DIRECTIONS: In the lines below, the string "nodes" may appear; say how many lines hold it and give nothing more.

EXERCISE MATERIAL:
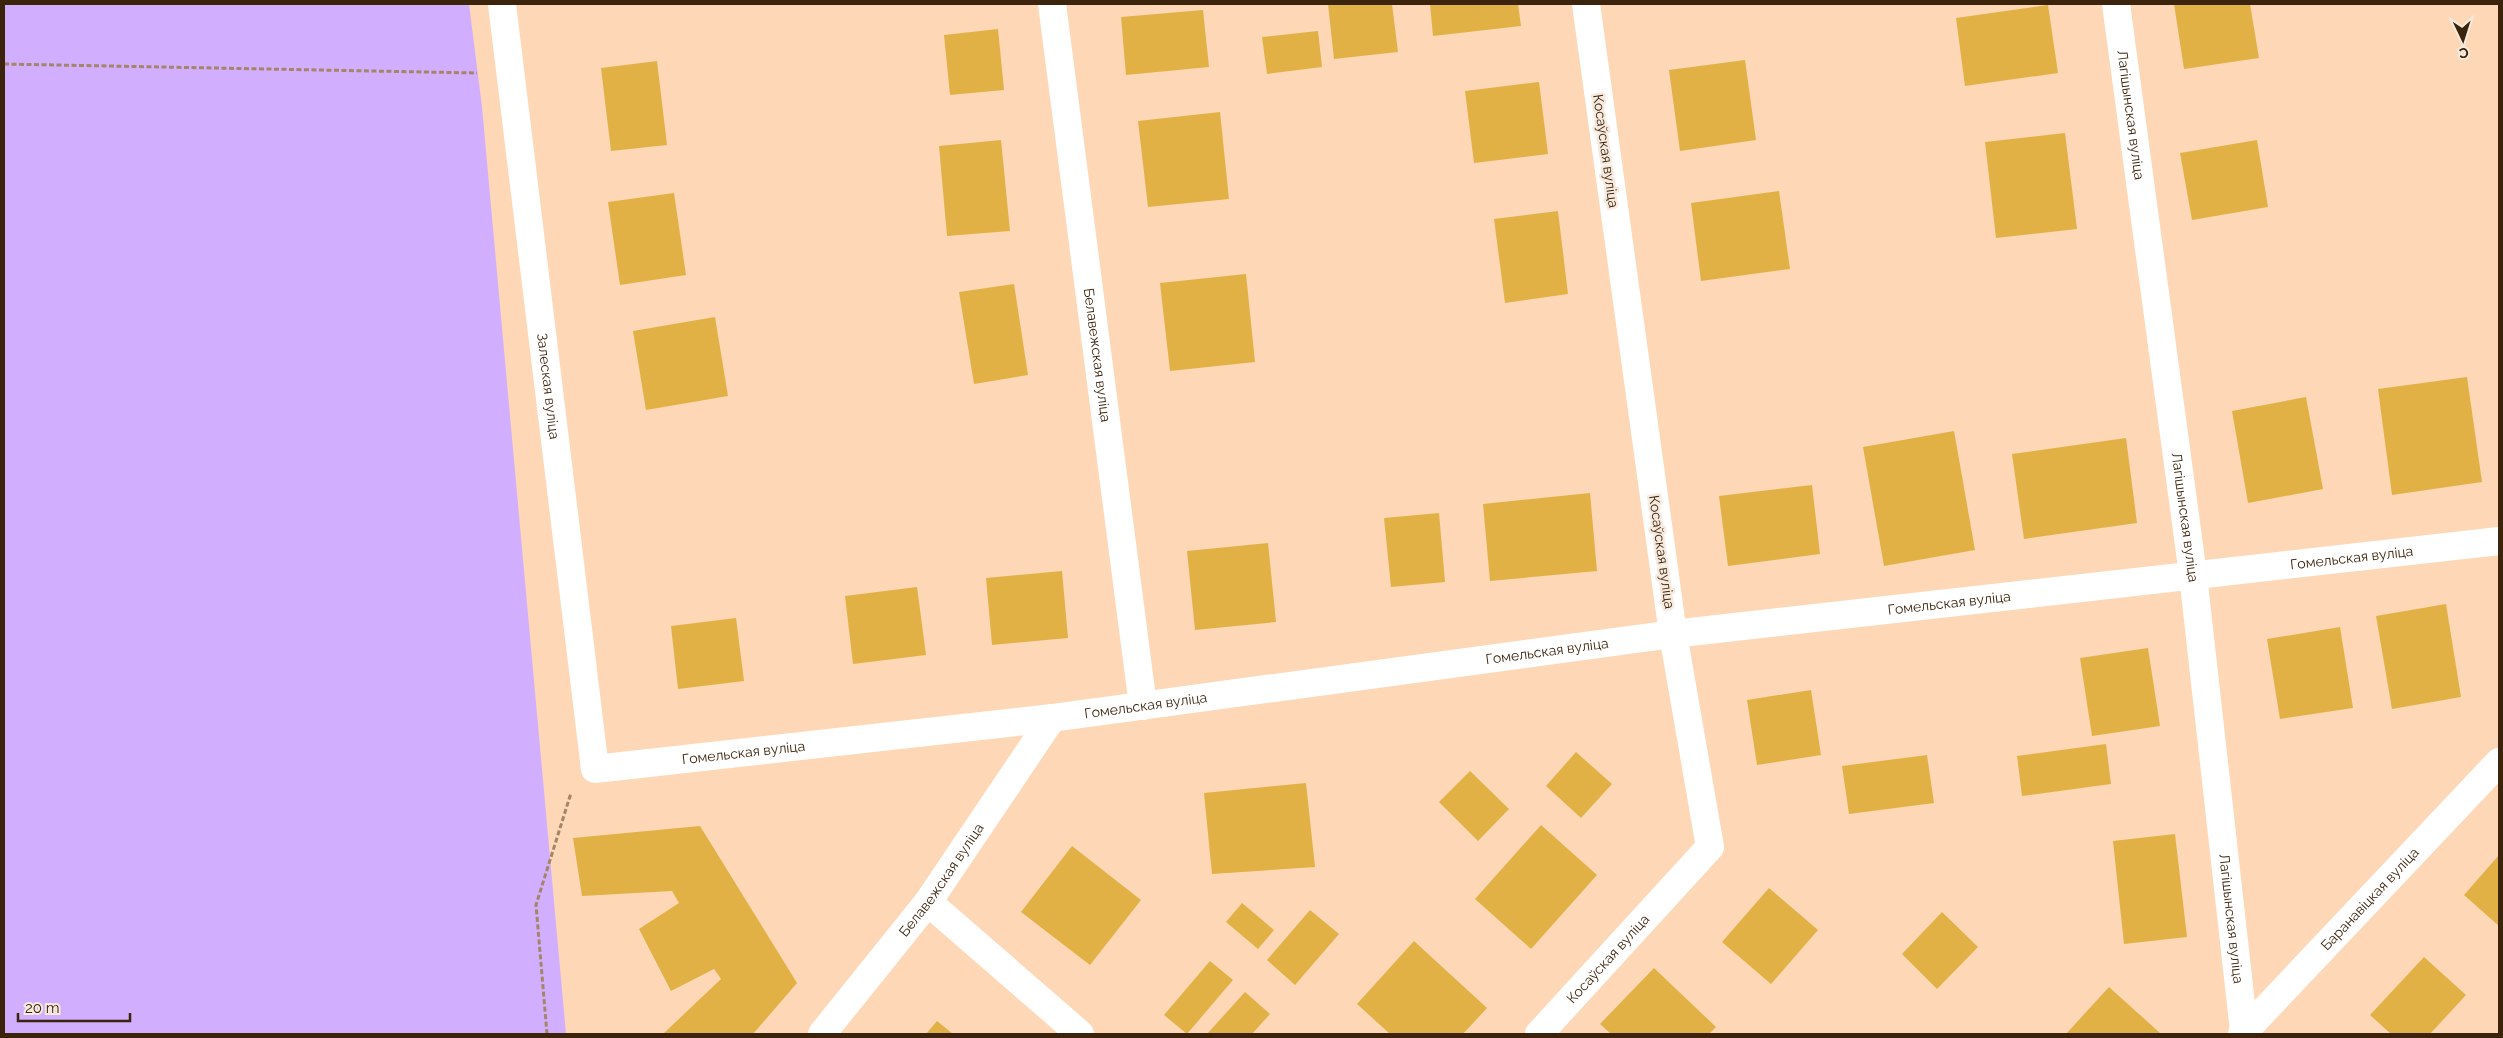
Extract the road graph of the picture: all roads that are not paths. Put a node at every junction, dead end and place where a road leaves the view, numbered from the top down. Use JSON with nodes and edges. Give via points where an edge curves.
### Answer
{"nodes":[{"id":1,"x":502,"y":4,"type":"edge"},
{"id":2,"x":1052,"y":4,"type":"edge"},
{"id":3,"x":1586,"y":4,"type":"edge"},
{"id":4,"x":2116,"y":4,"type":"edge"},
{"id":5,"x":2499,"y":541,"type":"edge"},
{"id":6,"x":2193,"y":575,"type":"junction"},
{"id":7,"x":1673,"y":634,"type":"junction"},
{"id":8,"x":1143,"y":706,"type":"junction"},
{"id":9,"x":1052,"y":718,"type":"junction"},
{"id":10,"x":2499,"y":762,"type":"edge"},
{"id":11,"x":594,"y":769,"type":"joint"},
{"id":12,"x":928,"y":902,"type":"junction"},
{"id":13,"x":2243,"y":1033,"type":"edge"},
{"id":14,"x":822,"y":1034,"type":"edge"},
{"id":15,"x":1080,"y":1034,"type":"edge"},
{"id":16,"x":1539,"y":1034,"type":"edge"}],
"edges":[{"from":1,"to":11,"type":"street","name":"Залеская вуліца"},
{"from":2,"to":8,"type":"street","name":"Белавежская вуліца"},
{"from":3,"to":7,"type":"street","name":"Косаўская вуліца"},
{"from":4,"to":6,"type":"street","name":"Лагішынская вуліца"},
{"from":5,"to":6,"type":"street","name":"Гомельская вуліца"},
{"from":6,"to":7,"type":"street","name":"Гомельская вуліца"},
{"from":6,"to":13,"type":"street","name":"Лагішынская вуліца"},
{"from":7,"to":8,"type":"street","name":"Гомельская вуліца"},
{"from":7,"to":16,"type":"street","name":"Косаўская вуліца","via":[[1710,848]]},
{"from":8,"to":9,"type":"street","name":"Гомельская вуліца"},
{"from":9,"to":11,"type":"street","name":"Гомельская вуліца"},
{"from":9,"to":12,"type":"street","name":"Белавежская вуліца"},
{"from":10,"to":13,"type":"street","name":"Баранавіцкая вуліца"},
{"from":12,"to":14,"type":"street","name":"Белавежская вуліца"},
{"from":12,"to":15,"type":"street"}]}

ANSWER: 2